I have been transferring gigabytes for weeks. It feels like a near Sisyphian task, moving mountains of data from one hard drive to another, while more pours out from the pipeline of my current shooting. I am still waiting for the day when this is a routine background task, and not the core of my working life.
Through my early months in digital, I vowed that I would make a clean start of my file organization. I failed. Or rather, I picked an organizational mode that didn’t work. File names that referenced content. A file heirarchy that stressed sequence above anything else. As I have jobs that span across several months of shooting, I ended up using the least reliable metadata system for finding stuff—my head.
About 6 weeks ago I got Peter Krogh’s book, The DAM Book: Digital Asset Management for Photographers. It changed everything for me. Two weeks ago I attended an evening presentation by him, put on by our ASMP chapter.
My 600 gigabytes of RAW files are converted to DNG format and stored in a separate file server computer. So are about 180 gb of derivative files, all the tifs and psds and jpgs. I access it through a gigabit network, so the hard drives on it are as accessible and speedy as my local drives. During the transfer I suffered a major computer crash when I was downloading the data from one of my stored-on-the-shelf hard drives, which set me back about a week. This data transfer task is nearing completion. Everything I have ever shot digitally is immediately accessible now. I'm now making back-ups on hard drives that will live off-site.

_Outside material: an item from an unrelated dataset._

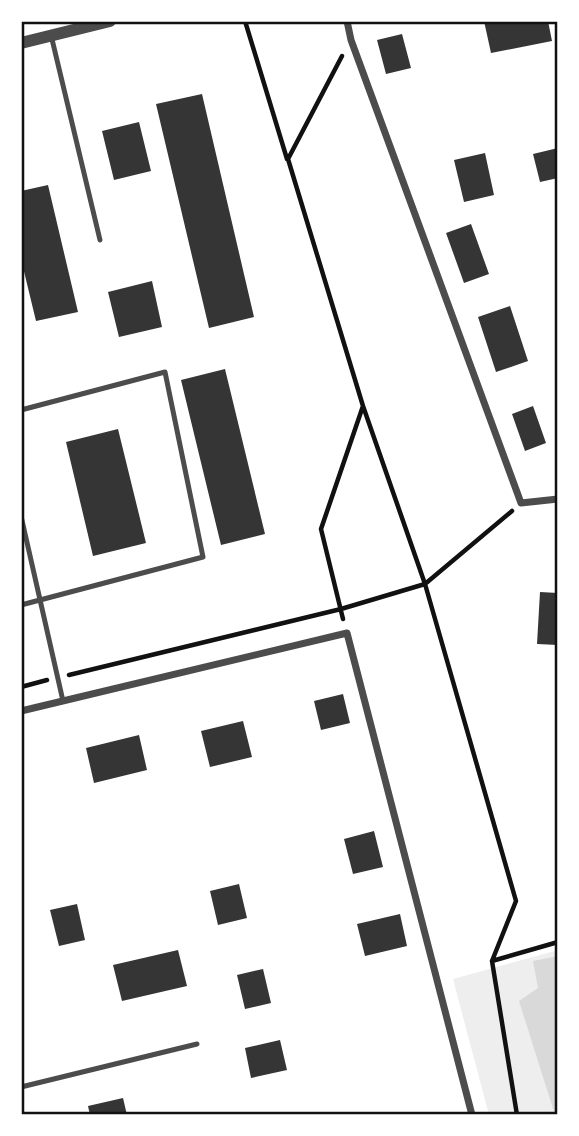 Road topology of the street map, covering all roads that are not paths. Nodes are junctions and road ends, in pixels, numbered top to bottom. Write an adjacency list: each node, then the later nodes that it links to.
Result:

I’m learning a new software program to manage all those files: Iview Media Pro. It is quickly becoming the cataloging program of choice for photographers. I wish to heck someone would write a book on how to use it. Peter devotes about half a chapter in The DAM Book to it (he says he’s working on the book I want). I downloaded and printed out the 144 page pdf manual, which is obtuse and in engineer-speak (is there a style sheet in circulation on how to make these things uniformly unintelligable?). I am making baby steps in figuring it out, and probably picking up inefficient habits I’ll have to break when I find out how I’m supposed to be doing it.
Here’s where I am so far. The most recent two months of work is imported, keyworded, and placed in catalog folders. It makes a nice analog to my current slide filing scheme, except that it doesn’t matter where the file itself lives. I make these catalog sets that point to the files. A given file can be in more than one catalog set, so I can have a given shot be in the "Portraits" file, or in the "Assignment: Rural Development Institute" file. I don’t know if my keywording scheme is the right way to go—it seems to be getting unwieldy.
Assignment work is in a lull at the moment, so I have the time to learn this stuff. It’s another steep pitch in the digital learning curve.